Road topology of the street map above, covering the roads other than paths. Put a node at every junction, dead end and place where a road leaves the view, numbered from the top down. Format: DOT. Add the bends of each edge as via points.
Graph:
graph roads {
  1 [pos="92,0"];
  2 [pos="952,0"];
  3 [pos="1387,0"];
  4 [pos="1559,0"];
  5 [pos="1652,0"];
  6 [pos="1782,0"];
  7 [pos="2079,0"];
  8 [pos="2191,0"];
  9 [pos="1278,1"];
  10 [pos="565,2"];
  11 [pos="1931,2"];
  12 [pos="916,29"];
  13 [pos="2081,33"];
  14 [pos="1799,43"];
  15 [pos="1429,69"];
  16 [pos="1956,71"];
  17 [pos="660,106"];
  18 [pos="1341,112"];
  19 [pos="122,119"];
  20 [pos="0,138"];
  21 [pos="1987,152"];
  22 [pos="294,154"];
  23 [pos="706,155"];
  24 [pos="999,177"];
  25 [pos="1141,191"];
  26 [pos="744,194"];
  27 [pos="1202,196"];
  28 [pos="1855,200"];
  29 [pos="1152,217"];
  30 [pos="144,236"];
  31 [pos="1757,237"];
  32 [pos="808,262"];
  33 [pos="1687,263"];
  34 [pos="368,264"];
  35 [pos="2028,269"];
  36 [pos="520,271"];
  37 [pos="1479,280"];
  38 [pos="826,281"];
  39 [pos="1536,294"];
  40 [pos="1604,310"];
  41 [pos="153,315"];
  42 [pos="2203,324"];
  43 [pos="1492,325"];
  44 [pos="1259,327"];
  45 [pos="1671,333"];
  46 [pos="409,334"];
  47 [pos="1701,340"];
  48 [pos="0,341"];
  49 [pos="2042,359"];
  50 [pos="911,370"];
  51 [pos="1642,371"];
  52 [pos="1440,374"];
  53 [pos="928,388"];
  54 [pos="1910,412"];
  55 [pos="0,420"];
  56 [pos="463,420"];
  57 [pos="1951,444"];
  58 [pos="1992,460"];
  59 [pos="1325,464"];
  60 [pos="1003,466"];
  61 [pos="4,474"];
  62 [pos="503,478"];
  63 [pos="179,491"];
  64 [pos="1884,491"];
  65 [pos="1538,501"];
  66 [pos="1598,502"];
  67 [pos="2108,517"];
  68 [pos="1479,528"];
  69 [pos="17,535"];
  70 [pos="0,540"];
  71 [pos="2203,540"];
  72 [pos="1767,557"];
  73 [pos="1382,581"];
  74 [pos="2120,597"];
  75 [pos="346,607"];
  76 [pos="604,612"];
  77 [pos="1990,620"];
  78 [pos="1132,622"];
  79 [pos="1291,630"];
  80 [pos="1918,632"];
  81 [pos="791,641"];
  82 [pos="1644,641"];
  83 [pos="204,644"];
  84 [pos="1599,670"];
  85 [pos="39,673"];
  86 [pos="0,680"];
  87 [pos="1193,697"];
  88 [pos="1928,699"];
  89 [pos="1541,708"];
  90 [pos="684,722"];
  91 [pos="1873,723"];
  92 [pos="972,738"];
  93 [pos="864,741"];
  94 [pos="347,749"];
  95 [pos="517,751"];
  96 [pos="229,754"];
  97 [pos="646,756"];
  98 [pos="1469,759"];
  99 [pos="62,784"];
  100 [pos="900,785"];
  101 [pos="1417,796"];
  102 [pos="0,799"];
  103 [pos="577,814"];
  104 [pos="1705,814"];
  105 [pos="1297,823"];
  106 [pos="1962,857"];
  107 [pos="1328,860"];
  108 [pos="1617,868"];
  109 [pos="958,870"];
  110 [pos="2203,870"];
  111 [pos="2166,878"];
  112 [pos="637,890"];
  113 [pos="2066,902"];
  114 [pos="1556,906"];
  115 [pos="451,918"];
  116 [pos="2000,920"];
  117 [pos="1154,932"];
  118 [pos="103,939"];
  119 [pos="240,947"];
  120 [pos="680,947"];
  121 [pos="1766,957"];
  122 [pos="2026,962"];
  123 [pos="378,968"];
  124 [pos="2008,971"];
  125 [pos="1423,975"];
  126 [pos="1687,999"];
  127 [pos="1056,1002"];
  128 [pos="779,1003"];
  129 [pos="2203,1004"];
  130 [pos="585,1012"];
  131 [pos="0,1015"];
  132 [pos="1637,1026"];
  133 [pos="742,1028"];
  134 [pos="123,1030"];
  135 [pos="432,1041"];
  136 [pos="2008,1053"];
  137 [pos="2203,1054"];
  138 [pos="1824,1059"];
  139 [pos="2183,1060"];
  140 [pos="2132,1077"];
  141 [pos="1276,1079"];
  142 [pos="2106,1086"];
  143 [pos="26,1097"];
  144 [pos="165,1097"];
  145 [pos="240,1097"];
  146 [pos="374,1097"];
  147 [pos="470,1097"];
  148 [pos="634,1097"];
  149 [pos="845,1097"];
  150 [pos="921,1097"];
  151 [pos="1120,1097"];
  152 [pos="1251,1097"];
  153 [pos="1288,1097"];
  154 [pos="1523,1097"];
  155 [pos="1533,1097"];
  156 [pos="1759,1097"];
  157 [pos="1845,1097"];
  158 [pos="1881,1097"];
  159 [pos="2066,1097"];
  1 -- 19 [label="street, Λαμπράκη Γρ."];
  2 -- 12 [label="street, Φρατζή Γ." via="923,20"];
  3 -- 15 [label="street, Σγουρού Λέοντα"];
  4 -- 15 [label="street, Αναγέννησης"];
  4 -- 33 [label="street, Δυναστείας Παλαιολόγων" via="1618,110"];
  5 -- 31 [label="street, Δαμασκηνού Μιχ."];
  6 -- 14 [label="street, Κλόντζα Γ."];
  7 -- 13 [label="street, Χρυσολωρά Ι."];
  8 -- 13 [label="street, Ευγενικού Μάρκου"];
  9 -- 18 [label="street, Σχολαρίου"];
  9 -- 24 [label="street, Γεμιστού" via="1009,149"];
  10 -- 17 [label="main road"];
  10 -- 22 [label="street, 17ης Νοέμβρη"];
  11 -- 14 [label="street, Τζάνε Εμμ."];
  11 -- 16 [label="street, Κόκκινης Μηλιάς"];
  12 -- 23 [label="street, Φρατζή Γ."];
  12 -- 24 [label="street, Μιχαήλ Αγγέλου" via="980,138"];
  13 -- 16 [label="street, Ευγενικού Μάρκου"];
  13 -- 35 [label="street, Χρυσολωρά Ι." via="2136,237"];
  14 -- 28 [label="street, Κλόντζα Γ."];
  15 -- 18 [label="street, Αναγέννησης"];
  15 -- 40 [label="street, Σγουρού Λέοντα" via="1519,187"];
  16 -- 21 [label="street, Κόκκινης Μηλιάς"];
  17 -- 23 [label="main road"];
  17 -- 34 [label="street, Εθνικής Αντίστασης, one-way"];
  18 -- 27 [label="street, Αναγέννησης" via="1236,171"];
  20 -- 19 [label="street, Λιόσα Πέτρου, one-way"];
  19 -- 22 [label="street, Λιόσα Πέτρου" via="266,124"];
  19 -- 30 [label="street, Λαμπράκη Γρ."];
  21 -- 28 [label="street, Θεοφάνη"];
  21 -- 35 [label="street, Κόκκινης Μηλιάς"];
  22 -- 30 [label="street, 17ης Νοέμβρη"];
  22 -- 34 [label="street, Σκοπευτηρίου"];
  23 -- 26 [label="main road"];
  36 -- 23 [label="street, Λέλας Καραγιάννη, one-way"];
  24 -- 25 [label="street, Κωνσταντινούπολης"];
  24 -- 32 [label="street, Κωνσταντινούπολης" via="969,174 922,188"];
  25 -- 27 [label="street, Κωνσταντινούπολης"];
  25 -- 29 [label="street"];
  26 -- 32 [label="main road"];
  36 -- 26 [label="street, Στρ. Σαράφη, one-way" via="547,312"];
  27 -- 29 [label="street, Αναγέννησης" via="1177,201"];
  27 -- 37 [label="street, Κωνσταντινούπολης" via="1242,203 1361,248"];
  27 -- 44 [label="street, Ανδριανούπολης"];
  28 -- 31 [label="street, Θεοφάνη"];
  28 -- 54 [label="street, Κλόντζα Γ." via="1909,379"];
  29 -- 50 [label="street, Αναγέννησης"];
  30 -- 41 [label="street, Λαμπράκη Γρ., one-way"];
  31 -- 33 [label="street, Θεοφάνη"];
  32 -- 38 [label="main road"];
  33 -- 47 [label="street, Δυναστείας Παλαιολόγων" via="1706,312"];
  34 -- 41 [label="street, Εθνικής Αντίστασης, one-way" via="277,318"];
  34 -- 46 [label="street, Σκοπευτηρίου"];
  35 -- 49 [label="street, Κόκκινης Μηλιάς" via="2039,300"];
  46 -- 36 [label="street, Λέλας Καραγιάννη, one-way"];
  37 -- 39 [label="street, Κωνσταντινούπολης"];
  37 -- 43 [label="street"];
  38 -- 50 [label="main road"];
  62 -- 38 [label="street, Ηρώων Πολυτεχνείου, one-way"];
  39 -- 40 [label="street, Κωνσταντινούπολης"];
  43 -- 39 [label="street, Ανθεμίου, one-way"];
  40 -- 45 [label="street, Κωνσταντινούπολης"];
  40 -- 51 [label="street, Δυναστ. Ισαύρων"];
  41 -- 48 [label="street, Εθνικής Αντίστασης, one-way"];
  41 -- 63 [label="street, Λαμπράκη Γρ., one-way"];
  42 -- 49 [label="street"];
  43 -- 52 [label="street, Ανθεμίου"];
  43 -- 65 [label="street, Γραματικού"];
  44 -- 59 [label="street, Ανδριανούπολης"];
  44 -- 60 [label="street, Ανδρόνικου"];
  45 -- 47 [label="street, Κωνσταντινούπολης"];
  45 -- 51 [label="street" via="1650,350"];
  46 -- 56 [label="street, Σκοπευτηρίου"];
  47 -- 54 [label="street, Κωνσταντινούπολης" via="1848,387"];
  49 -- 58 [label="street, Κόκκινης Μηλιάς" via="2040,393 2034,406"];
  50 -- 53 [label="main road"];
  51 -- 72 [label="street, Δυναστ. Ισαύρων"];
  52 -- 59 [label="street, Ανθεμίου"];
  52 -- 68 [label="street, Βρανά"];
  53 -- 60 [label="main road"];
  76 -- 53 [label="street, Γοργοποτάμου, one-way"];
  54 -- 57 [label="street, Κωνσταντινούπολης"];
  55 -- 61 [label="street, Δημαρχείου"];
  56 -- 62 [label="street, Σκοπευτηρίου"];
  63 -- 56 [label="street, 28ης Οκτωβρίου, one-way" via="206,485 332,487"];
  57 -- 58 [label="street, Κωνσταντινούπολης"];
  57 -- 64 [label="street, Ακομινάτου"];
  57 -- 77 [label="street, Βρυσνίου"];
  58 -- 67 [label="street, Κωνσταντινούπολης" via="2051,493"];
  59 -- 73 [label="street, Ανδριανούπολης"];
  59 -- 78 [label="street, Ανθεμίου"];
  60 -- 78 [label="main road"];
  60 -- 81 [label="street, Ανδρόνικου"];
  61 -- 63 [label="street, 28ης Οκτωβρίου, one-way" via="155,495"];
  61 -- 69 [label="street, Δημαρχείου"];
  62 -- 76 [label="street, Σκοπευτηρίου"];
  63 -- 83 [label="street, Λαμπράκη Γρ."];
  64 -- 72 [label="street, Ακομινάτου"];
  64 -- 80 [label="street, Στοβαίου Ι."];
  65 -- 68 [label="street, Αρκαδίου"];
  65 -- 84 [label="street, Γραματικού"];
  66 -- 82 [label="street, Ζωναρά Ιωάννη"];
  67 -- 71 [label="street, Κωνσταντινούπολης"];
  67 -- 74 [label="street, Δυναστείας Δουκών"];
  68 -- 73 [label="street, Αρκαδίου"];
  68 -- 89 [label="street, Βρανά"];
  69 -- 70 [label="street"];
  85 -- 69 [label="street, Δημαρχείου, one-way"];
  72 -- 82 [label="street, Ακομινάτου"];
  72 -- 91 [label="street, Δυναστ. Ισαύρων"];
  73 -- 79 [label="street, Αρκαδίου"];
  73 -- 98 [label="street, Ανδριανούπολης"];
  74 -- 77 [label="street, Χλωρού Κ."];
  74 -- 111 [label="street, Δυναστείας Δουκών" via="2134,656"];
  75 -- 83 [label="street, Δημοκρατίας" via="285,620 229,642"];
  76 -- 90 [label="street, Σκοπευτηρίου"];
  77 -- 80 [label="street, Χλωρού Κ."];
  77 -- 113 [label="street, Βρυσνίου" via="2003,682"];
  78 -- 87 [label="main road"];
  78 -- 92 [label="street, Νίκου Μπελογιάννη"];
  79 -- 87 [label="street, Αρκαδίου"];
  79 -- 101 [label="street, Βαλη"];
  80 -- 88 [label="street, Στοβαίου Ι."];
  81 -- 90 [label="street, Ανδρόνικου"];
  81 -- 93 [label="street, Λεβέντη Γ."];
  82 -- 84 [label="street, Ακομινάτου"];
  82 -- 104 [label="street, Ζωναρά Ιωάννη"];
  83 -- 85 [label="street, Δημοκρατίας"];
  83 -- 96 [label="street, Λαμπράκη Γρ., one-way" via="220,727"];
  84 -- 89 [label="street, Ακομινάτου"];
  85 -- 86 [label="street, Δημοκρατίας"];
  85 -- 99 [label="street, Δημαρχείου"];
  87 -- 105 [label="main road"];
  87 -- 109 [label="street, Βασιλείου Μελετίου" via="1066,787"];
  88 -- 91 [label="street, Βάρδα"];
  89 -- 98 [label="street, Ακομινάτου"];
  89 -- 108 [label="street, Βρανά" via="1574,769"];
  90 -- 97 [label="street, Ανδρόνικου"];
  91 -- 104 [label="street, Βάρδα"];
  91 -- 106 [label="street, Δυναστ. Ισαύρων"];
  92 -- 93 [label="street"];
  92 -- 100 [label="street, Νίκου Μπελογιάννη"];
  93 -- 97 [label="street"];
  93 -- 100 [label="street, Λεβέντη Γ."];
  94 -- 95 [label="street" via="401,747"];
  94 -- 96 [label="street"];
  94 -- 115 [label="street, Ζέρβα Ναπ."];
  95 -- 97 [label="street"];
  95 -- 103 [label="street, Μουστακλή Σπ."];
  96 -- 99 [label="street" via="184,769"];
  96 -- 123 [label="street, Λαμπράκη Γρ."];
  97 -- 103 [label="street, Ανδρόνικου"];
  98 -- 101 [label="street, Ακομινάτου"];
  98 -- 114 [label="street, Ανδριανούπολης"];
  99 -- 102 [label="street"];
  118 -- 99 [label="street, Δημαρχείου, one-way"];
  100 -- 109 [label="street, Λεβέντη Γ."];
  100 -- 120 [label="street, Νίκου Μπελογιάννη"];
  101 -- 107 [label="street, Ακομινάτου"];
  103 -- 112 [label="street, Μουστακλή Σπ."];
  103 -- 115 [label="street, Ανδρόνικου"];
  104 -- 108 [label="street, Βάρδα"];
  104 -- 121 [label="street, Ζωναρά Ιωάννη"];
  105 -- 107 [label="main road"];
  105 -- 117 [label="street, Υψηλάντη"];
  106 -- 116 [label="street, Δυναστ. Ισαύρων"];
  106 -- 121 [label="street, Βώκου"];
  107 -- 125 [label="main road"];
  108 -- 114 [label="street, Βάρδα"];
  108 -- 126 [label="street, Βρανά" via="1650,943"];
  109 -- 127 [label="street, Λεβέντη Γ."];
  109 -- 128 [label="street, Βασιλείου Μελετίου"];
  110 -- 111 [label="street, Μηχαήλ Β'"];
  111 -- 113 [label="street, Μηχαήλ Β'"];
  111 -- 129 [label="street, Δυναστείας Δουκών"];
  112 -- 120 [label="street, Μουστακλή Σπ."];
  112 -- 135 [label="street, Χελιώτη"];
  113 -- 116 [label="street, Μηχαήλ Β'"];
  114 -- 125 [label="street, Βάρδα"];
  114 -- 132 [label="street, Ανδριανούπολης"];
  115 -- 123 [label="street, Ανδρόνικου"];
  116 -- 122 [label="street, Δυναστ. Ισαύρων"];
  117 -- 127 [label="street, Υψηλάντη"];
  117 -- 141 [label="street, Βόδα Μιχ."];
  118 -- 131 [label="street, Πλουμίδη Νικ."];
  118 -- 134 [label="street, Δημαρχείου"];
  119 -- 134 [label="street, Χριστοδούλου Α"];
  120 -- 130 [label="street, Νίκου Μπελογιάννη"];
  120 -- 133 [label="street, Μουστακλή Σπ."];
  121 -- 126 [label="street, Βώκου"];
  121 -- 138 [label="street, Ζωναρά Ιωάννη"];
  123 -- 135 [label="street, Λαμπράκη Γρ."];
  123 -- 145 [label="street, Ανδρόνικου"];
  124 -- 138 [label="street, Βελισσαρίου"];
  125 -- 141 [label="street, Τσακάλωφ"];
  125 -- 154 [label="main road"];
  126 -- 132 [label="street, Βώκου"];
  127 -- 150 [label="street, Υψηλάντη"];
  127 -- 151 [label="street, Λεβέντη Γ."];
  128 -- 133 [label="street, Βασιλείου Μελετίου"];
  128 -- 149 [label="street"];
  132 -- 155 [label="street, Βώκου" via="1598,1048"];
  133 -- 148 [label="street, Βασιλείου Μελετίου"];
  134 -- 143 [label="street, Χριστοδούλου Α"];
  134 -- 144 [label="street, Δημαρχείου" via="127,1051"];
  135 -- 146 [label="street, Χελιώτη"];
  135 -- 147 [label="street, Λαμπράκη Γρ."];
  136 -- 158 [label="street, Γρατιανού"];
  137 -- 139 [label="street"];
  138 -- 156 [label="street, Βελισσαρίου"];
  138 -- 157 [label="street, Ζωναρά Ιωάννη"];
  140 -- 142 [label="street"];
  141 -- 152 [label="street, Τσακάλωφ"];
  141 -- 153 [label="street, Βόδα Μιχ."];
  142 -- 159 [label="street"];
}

=-=-=

[WORK ORDER]:
Return only the number of lines in the entries above that contain the word "Παλαιολόγων".

[RESULT OF THE TASK]:
2